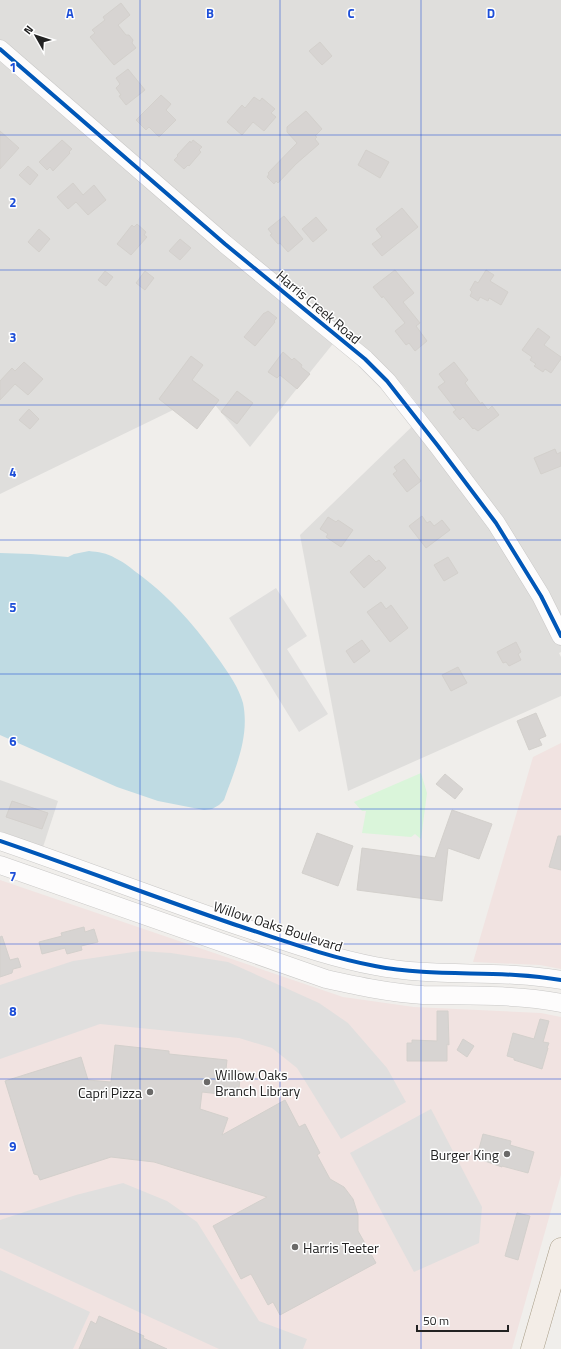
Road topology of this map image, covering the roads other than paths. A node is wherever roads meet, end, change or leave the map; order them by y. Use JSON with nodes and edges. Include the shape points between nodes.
{"nodes":[{"id":1,"x":0,"y":49,"type":"edge"},
{"id":2,"x":561,"y":636,"type":"edge"},
{"id":3,"x":0,"y":841,"type":"edge"},
{"id":4,"x":0,"y":865,"type":"edge"},
{"id":5,"x":561,"y":980,"type":"edge"},
{"id":6,"x":561,"y":1003,"type":"edge"},
{"id":7,"x":561,"y":1249,"type":"edge"},
{"id":8,"x":532,"y":1349,"type":"edge"}],
"edges":[{"from":1,"to":2,"type":"street","name":"Harris Creek Road","via":[[225,244],[354,350],[387,381],[496,523],[541,596]]},
{"from":3,"to":5,"type":"street","name":"Willow Oaks Boulevard","via":[[333,957],[376,967],[426,973],[498,974]]},
{"from":4,"to":6,"type":"street","via":[[326,978],[373,989],[415,994],[528,997]]},
{"from":7,"to":8,"type":"main road"}]}
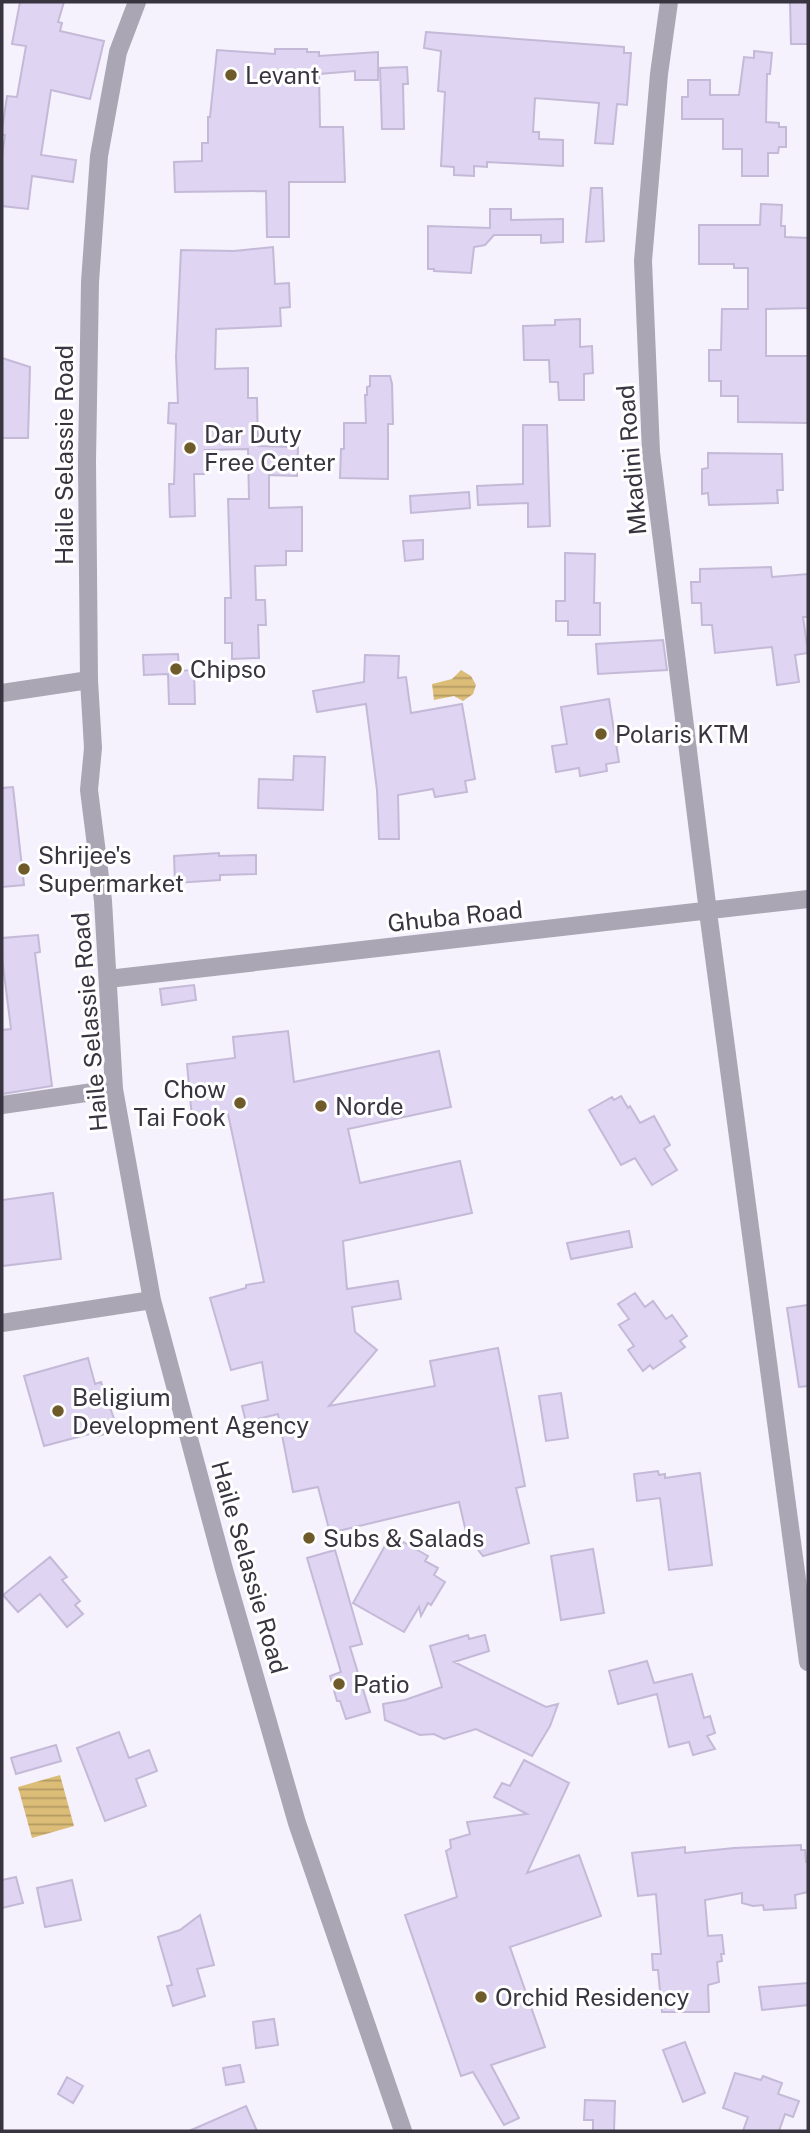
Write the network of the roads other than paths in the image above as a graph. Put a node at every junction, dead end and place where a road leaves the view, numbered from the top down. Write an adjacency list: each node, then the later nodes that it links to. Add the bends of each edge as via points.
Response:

----

_Problem details_: Starting with the line that contains "Write the network", output every line through the end of the listing above, unchanged.

_Worked solution_:
Write the network of the roads other than paths in the image above as a graph. Put a node at every junction, dead end and place where a road leaves the view, numbered from the top down. Write an adjacency list: each node, then the later nodes that it links to. Add the bends of each edge as via points.
Response:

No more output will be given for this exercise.